EN NOMBRE DEL HOMBRE

El sexo no es la única cosa sexy en la que podemos pensar durante todo el día. Es por eso que hay días en los que hombres y mujeres, simplemente no queremos que nadie nos toque. Y otros en los que queremos hacer de todo, en cualquier parte.

Pero la cuestión es que, aunque afortunadamente hemos evolucionado mucho y comprendido la igualdad de género en nuestra sociedad. Seguimos cargando con una pesada herencia de estereotipos y marcados roles. Y seguimos esperando que “uno proponga y el otro disponga”.

No solo las mujeres hemos sido las grandes víctimas. Porque sí que nos han llenado de ideas equivocadas e inseguridades. Los hombres también han sido castigados.

A ellos se les ha forzado a llevar siempre la iniciativa, a ser grandes conquistadores, a ser hombres muy “hombre”, a ser súper dotados y los mejores polvos del mundo.

Y mientras nosotras sufrimos por vernos muy sensuales y complacientes. En el caso de ellos, además de sentirse presionados por “el tamaño” o “la eyaculación precoz” deben encontrar la fórmula secreta para que la mujer pueda llegar al orgasmo.

Lo cierto es que algunas chicas hemos dejado en manos de nuestras parejas la búsqueda de nuestro propio placer y nuestros orgasmos. Y cuando no nos sentimos plenas, nos frustramos, exigimos y hasta nos separamos.
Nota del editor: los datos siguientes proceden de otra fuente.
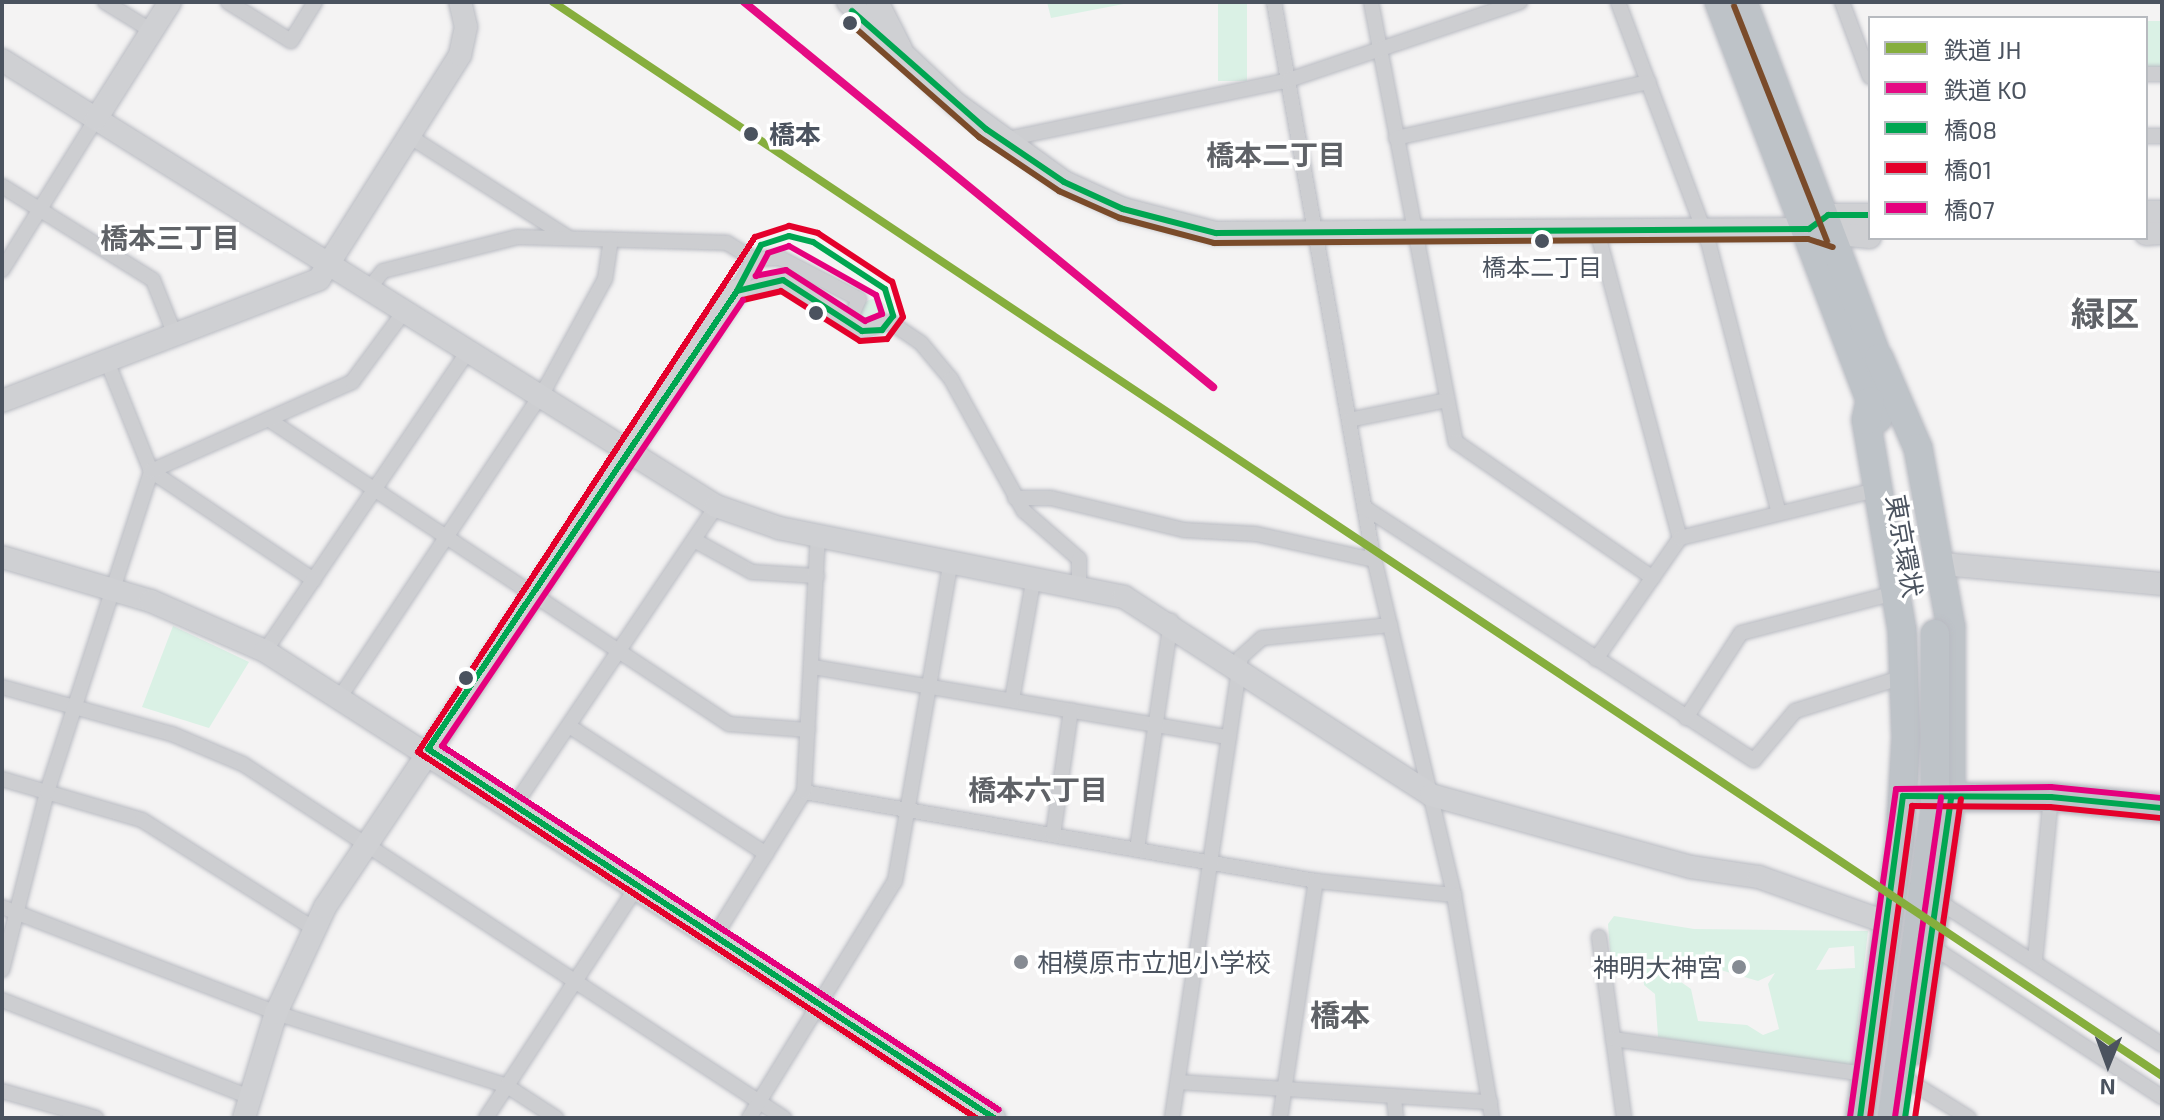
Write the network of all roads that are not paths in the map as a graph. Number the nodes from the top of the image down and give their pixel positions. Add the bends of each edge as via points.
1 (105, 2) edge
2 (170, 2) edge
3 (228, 2) edge
4 (315, 2) edge
5 (460, 2) edge
6 (877, 2) edge
7 (1274, 2) edge
8 (1371, 2) edge
9 (1520, 2) edge
10 (1618, 2) edge
11 (1719, 2) edge
12 (1743, 2) edge
13 (1842, 2) edge
14 (855, 5) edge
15 (152, 31) junction
16 (1380, 48) junction
17 (2, 60) edge
18 (917, 70) junction
19 (1868, 72) edge
20 (1289, 80) junction
21 (1649, 82) junction
22 (96, 119) junction
23 (409, 136) junction
24 (1396, 138) junction
25 (1002, 140) junction
26 (2, 186) edge
27 (40, 209) junction
28 (1868, 216) edge
29 (1824, 227) junction
30 (1703, 230) junction
31 (1597, 231) junction
32 (1414, 233) junction
33 (1316, 235) junction
34 (1868, 237) edge
35 (569, 238) junction
36 (611, 239) junction
37 (754, 259) junction
38 (328, 265) junction
39 (3, 268) edge
40 (368, 290) junction
41 (737, 291) junction
42 (403, 313) junction
43 (849, 322) junction
44 (175, 335) junction
45 (467, 353) junction
46 (1879, 358) junction
47 (107, 361) junction
48 (538, 399) junction
49 (1447, 400) junction
50 (2, 401) edge
51 (1870, 401) junction
52 (268, 419) junction
53 (1349, 420) junction
54 (626, 455) junction
55 (151, 471) junction
56 (1880, 489) junction
57 (375, 491) junction
58 (1015, 498) junction
59 (716, 506) junction
60 (1364, 507) junction
61 (1779, 513) junction
62 (818, 535) junction
63 (446, 538) junction
64 (1680, 538) junction
65 (694, 540) junction
66 (2, 557) edge
67 (951, 559) junction
68 (1374, 560) junction
69 (1943, 564) junction
70 (817, 576) junction
71 (1034, 576) junction
72 (1653, 578) junction
73 (314, 580) junction
74 (1079, 584) junction
75 (2162, 584) edge
76 (114, 589) junction
77 (1898, 592) junction
78 (531, 596) junction
79 (1171, 621) junction
80 (1390, 625) junction
81 (1927, 635) junction
82 (265, 651) junction
83 (618, 653) junction
84 (1596, 659) junction
85 (1239, 666) junction
86 (813, 667) junction
87 (1906, 676) junction
88 (2, 687) edge
89 (930, 687) junction
90 (342, 694) junction
91 (1012, 700) junction
92 (74, 707) junction
93 (1071, 710) junction
94 (1686, 718) junction
95 (1155, 724) junction
96 (569, 726) junction
97 (808, 730) junction
98 (1229, 737) junction
99 (428, 749) junction
100 (2, 779) edge
101 (47, 792) junction
102 (804, 792) junction
103 (1431, 795) junction
104 (1903, 796) junction
105 (2051, 797) junction
106 (1951, 798) junction
107 (514, 806) junction
108 (2162, 808) edge
109 (908, 810) junction
110 (1053, 835) junction
111 (364, 845) junction
112 (1137, 849) junction
113 (766, 854) junction
114 (1210, 862) junction
115 (1316, 881) junction
116 (637, 886) junction
117 (1454, 895) junction
118 (1938, 901) junction
119 (9, 909) edge
120 (1888, 923) junction
121 (313, 928) junction
122 (715, 936) junction
123 (1599, 937) dead end
124 (1931, 946) junction
125 (2035, 960) junction
126 (2, 970) edge
127 (575, 981) junction
128 (1880, 991) junction
129 (1924, 995) junction
130 (2, 1000) edge
131 (822, 1006) junction
132 (276, 1013) junction
133 (1613, 1039) junction
134 (2162, 1045) edge
135 (1866, 1074) junction
136 (1178, 1082) junction
137 (1911, 1082) junction
138 (507, 1086) junction
139 (2, 1091) edge
140 (1284, 1092) junction
141 (2162, 1097) edge
142 (1394, 1098) junction
143 (759, 1102) junction
144 (1490, 1102) junction
145 (247, 1108) edge
146 (96, 1118) edge
147 (486, 1118) edge
148 (556, 1118) edge
149 (749, 1118) edge
150 (784, 1118) edge
151 (994, 1118) edge
152 (1172, 1118) edge
153 (1280, 1118) edge
154 (1396, 1118) edge
155 (1492, 1118) edge
156 (1624, 1118) edge
157 (1860, 1118) edge
158 (1875, 1118) edge
159 (1892, 1118) edge
160 (1905, 1118) edge
161 (1969, 1118) edge

1 - 15 street
2 - 15 street
3 - 4 street via 291,41
5 - 23 street via 462,49
6 - 18 street
7 - 20 street
8 - 16 street
9 - 16 street
10 - 21 street
11 - 29 highway, 東京環状
12 - 29 highway, 東京環状
13 - 19 street
14 - 18 street
15 - 22 street
16 - 20 street
16 - 24 street
17 - 22 street
18 - 25 street
20 - 25 street
20 - 33 street
21 - 24 street
21 - 30 street
22 - 27 street
22 - 38 street
23 - 35 street
23 - 38 street
24 - 32 street
25 - 33 street via 1064,182 1123,209 1233,237
26 - 27 street
27 - 39 street
27 - 44 street via 153,280
28 - 29 street
29 - 30 street
29 - 34 street
29 - 46 highway, 東京環状
29 - 51 highway, 東京環状
30 - 31 street
30 - 61 street
31 - 32 street
31 - 64 street
32 - 33 street
32 - 49 street
33 - 53 street
35 - 36 street
35 - 40 street via 488,242 383,271
36 - 37 street via 727,243
36 - 48 street via 605,279
37 - 41 street
37 - 43 street via 780,258 835,292 852,294 860,305
38 - 40 street
38 - 44 street via 303,287
40 - 42 street
41 - 43 street via 783,280
41 - 54 street
42 - 45 street
42 - 52 street via 352,382
43 - 58 street via 873,332 890,322 921,343 951,379
44 - 47 street
45 - 48 street
45 - 57 street
46 - 69 highway via 1918,448
46 - 81 highway, 東京環状 via 1916,505
47 - 50 street
47 - 55 street
48 - 54 street
48 - 63 street
49 - 53 street
49 - 72 street via 1459,446
51 - 56 highway via 1866,420
51 - 81 highway, 東京環状 via 1900,507
52 - 55 street
52 - 57 street
53 - 60 street
54 - 59 street
54 - 78 street
55 - 73 street
55 - 76 street
56 - 61 street
56 - 77 highway
57 - 63 street
57 - 73 street
58 - 68 street via 1051,498 1184,530 1256,534
58 - 74 street via 1079,559
59 - 62 street
59 - 65 street
60 - 68 street
60 - 84 street
61 - 64 street
62 - 67 street
62 - 70 street
63 - 78 street
63 - 90 street
64 - 72 street
65 - 70 street via 752,572
65 - 83 street
66 - 76 street
67 - 71 street
67 - 89 street
68 - 80 street
69 - 75 street
69 - 106 highway via 1954,708
70 - 86 street
71 - 74 street
71 - 91 street
72 - 84 street
73 - 82 street
74 - 79 street
76 - 82 street
76 - 92 street
77 - 87 highway
77 - 94 street via 1741,633
78 - 83 street
78 - 99 street
79 - 85 street
79 - 95 street
80 - 85 street via 1262,638
80 - 103 street
81 - 158 highway, 東京環状 via 1915,839
81 - 159 highway, 東京環状, bridge via 1936,794
82 - 90 street
83 - 96 street
83 - 97 street via 729,724
84 - 94 street
85 - 98 street
85 - 103 street
86 - 89 street
86 - 97 street
87 - 94 street via 1795,711 1754,760
87 - 104 highway
88 - 92 street
89 - 91 street
89 - 109 street
90 - 99 street
91 - 93 street
92 - 101 street
92 - 111 street via 220,753
93 - 95 street
93 - 110 street
95 - 98 street
95 - 112 street
96 - 107 street
96 - 113 street
97 - 102 street
98 - 114 street
99 - 107 street
99 - 111 street
100 - 101 street
101 - 119 street
101 - 121 street via 177,837
102 - 109 street
102 - 113 street
103 - 117 street
103 - 120 street via 1683,865 1759,877
104 - 106 highway
104 - 120 highway
105 - 106 highway
105 - 108 highway
105 - 125 street
106 - 118 highway
107 - 116 street
109 - 110 street
109 - 131 street via 895,881
110 - 112 street
111 - 121 street
111 - 127 street
112 - 114 street
113 - 122 street
114 - 115 street
114 - 136 street
115 - 117 street
115 - 140 street
116 - 122 street
116 - 127 street
117 - 144 street
118 - 124 highway
118 - 125 street
119 - 126 street
119 - 132 street
120 - 128 highway
121 - 132 street
122 - 131 street
123 - 133 street
124 - 129 highway
124 - 141 street
125 - 134 street
127 - 138 street
127 - 143 street
128 - 129 highway via 1900,1000
128 - 135 highway
129 - 137 highway
130 - 145 street
131 - 143 street
131 - 151 street
132 - 138 street
132 - 145 street
133 - 135 street
133 - 156 street
135 - 157 highway
136 - 140 street
136 - 152 street
137 - 160 highway
137 - 161 street
138 - 147 street
138 - 148 street
139 - 146 street
140 - 142 street
140 - 153 street
142 - 144 street
142 - 154 street
143 - 149 street
143 - 150 street
144 - 155 street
Y todo porque el hombre no cumple con nuestras expectativas.

 

¿Por qué las mujeres esperan tanto del otro?

Para nadie es un secreto que gran parte de la población femenina aún tiene dificultades para conseguir un orgasmo. Porque muchas mujeres no se conocen. No han explorado lo suficiente sus cuerpos. No han descubierto lo que les gusta y cómo llegar correctamente a sus orgasmos. Y algunas ni siquiera se han atrevido a masturbar, dejando esta tarea en manos de otros. 

En el sexo -como en todo en este mundo-, se debería tratar de hacer el amor y no la guerra. Centrarnos menos en las tareas individuales y más en lo que podemos disfrutar juntos. Los hombres no son juguetes sexuales. No tienen que funcionar cuando nosotras queramos, durar toda la noche y tampoco complacernos en todo. Y es que ¿quién puede complacernos en todo a las mujeres?

El ser humano folla, pero sobre todo falla. Todos cometemos errores en todos los aspectos y no solo en el ámbito sexual. Así que el tal amante perfecto no existe. Pero sí existen los buenos amantes. Y seguramente se han esforzado por serlo, tratando de entendernos hasta el cansancio.

Este es un manifiesto en favor de los hombres, para que se sientan libres de decir “no quiero”, sin miedo a sentirse débiles o menos hombres por hacerlo. Y para que también dejen de esforzarse irracionalmente por interpretar a sus parejas y mejor se atrevan a preguntar, a sugerir y en definitiva, a hablar las cosas.

También es un llamado para que nosotras nos conozcamos mucho más y de paso les ayudemos a ellos a querernos mejor.